Paz y armonía social por el amor y la ciencia. Al Dr Moliner”. Me quedo mirando la enorme escultura dedicada al prestigioso médico valenciano al que también se le reconoce con un hospital en Serra. El mensaje resulta imperecedero, de los que sirven para hace un siglo, para hoy y posiblemente para dentro de otros cien años. Muy cerca, una higuera australiana catalogada como árbol monumental parece, con su enorme copa que regala una refrescante sombra, inclinarse ante la reputación del doctor Moliner.
Empezamos el itinerario por una de las zonas más recoletas de Valencia: el paseo de la Alameda en dirección a Viveros y, después, a Benimaclet. Señorial, aunque con sus puntos negros, como los torreones sin señalizar y salpimentados de residuos urbanos. Y con sus claros, naturalmente. ¡Menuda tentación las terracitas para sentarse a la sombra!
No cedo por esta vez. Sigo hasta otra estatua con mucho simbolismo, la del insigne naturalista Cavanilles. “Al sabio naturalista Antonio Josef de Cavanilles. Homenage de admiración acordado por la Universidad en las fiestas de su IV centenario.
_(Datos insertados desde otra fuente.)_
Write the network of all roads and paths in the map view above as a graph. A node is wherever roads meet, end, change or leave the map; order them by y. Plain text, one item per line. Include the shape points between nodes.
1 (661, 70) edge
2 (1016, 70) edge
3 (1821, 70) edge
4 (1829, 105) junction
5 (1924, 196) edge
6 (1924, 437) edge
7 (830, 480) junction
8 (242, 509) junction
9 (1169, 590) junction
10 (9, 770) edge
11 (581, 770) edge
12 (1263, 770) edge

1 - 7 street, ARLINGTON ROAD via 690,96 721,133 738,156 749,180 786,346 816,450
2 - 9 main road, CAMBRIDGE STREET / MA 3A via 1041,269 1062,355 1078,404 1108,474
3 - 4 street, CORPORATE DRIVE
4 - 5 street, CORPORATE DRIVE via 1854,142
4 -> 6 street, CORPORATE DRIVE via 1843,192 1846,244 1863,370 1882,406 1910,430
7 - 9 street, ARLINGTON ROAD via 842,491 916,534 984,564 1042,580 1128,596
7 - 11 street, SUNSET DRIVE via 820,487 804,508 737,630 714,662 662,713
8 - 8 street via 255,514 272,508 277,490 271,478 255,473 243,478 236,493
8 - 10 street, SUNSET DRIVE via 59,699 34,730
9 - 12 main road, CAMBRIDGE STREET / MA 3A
Octubre 1902”, aparece rotulado y fechado. Al fondo, el colegio Sagrado Corazón de Esclavas, que tantas brillantes promociones de estudiantes ha dado. Y a poco más de cien metros, uno de esos deliciosos remansos de paz con los que cuenta Valencia, los jardines de Monforte, con su templete que ha acogido incontables bodas.
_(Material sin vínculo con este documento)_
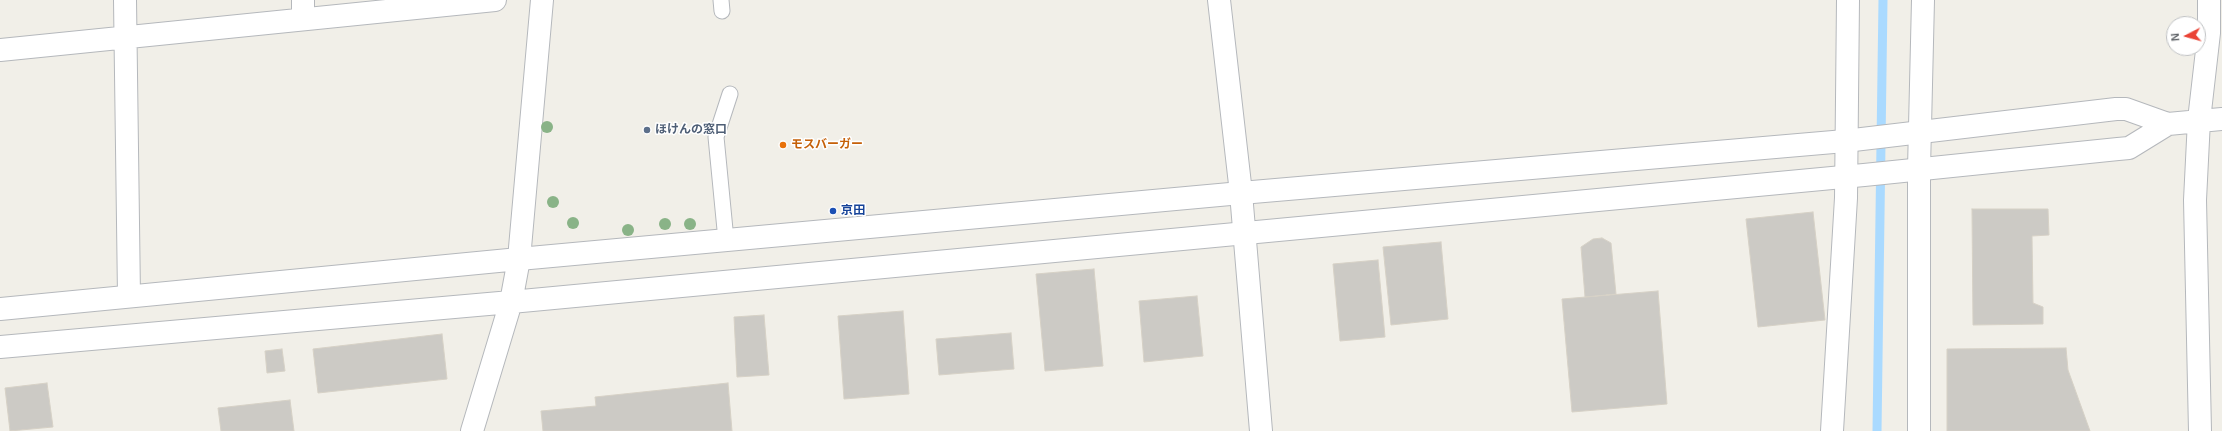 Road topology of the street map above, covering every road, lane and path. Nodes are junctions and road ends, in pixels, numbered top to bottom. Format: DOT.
graph roads {
  1 [pos="124,0"];
  2 [pos="495,0"];
  3 [pos="542,0"];
  4 [pos="1219,0"];
  5 [pos="1848,0"];
  6 [pos="1923,0"];
  7 [pos="2209,0"];
  8 [pos="303,10"];
  9 [pos="124,37"];
  10 [pos="0,50"];
  11 [pos="730,94"];
  12 [pos="2222,119"];
  13 [pos="2200,120"];
  14 [pos="2168,124"];
  15 [pos="1912,134"];
  16 [pos="1853,140"];
  17 [pos="1911,170"];
  18 [pos="1855,176"];
  19 [pos="1241,193"];
  20 [pos="1245,233"];
  21 [pos="726,240"];
  22 [pos="519,258"];
  23 [pos="129,296"];
  24 [pos="511,302"];
  25 [pos="0,309"];
  26 [pos="0,347"];
  27 [pos="472,431"];
  28 [pos="1261,431"];
  29 [pos="1832,431"];
  30 [pos="1919,431"];
  31 [pos="2200,431"];
  1 -- 9 [label="street"];
  2 -- 8 [label="street"];
  3 -- 22 [label="street"];
  4 -- 19 [label="street"];
  5 -- 16 [label="street"];
  6 -- 15 [label="street"];
  7 -- 13 [label="street"];
  8 -- 9 [label="street"];
  9 -- 10 [label="street"];
  9 -- 23 [label="street"];
  11 -- 21 [label="lane"];
  12 -- 13 [label="street"];
  13 -- 14 [label="street"];
  13 -- 31 [label="street"];
  14 -- 15 [label="street"];
  14 -- 17 [label="street"];
  15 -- 16 [label="street"];
  15 -- 17 [label="street"];
  16 -- 18 [label="street"];
  16 -- 19 [label="street"];
  17 -- 18 [label="street"];
  17 -- 30 [label="street"];
  18 -- 20 [label="street"];
  18 -- 29 [label="street"];
  19 -- 20 [label="street"];
  19 -- 21 [label="street"];
  20 -- 24 [label="street"];
  20 -- 28 [label="street"];
  21 -- 22 [label="street"];
  22 -- 23 [label="street"];
  22 -- 24 [label="street"];
  23 -- 25 [label="street"];
  24 -- 26 [label="street"];
  24 -- 27 [label="street"];
}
Paso de largo y engarzo con General Elio. Inicio el tramo paralelo a Viveros, pero por el lado tranquilo, el de la derecha en dirección a Benimaclet. Me paro unos segundos a contemplar la plaza de la Legión Española, un singular microcosmos de calles y jardines. Deambulo por lo que fue la ya mítica sala discotequera Distrito 10, reconvertida, con el tiempo, en sede de una prestigiosa universidad. Cruzo la avenida Blasco Ibáñez en sus inicios y me planto en Botánico Cavanilles, por la acera con palmeras a la izquierda y amplios chalés a la derecha.
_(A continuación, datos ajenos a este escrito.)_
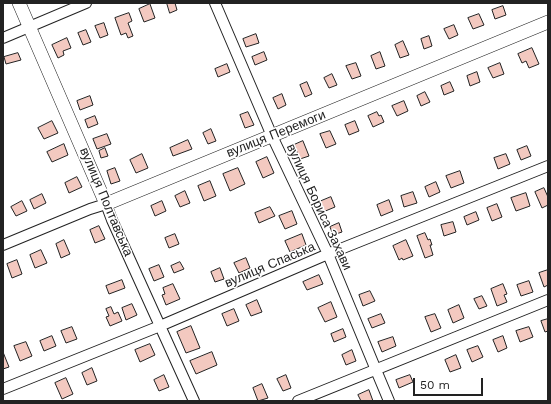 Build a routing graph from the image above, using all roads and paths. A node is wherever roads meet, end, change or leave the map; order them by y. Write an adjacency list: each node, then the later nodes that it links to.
1 (19, 3): 5 (main road, вулиця Полтавська)
2 (86, 3): 5 (street)
3 (215, 3): 7 (street, вулиця Бориса Захави)
4 (548, 22): 7 (main road, вулиця Перемоги)
5 (29, 26): 6 (street); 9 (main road, вулиця Полтавська)
6 (3, 38)
7 (272, 136): 9 (main road, вулиця Перемоги); 11 (street, вулиця Бориса Захави)
8 (548, 166): 11 (street, вулиця Спаська)
9 (106, 204): 10 (street, вулиця Перемоги); 13 (street, вулиця Полтавська)
10 (3, 246)
11 (328, 254): 13 (street, вулиця Спаська); 14 (street, вулиця Бориса Захави)
12 (548, 300): 14 (street)
13 (160, 326): 15 (street, вулиця Спаська); 16 (street, вулиця Полтавська)
14 (376, 370): 17 (street); 18 (street, вулиця Бориса Захави)
15 (3, 389)
16 (194, 401)
17 (298, 401)
18 (390, 401)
Preciosas las calles trasversales, por cierto, donde, cuando el semáforo anterior se pone en rojo, puedes deleitarte con el piar de los pájaros que se asoman desde la parte superior de las palmeras. Como en la calle Álvaro de Bazán. Dejo ya, al otro lado, el bucólico complejo del Centro Meteorológico y, poco después, el selecto Club de Tenis, fundado en 1905, frente a la plaza del músico Albéniz.
Caos en Primado Reig
Se acabó la tranquilidad, aunque fuera a parpadeos de semáforo rojo. Llego al cruce con Primado Reig, una de esas avenidas de Valencia a la que no acabo de encontrar encanto alguno (seguiré buscándolo). Salto hasta la paralela calle Doctor Zaragozá, esquina con Benicarló, al inicio de Dolores Marqués. Tuerzo a la derecha, paralelo a las vías del tranvía. Giro por Emilio Baró y dejo a un lado la parada de Benimaclet. Desde aquí me planto en Barón de San Petrillo (curioso el nombre de la baronía cuyo primer titular fue Rodrigo de Borja Llanzol, en el siglo XVII).
Ya se respira otro aroma. Voy entrando en el cogollo de Benimaclet y me doy de bruces con su historia cuando me topo con el llamativo edificio del Centro Instructivo Musical, de 1910, el clásico espacio lúdico valenciano que ha dado a luz a incontables músicos. En los balcones de las casas aledañas ya empiezan a proliferar los carteles de “Cuidem Benimaclet. Aturem el PAI”. Sigo, porque si algo me tira especialmente de este tipo de barrios tradicionales consiste en meterme en alguno de sus hornos y pedir un producto típico. Aquí me ofrecen coca de llanda.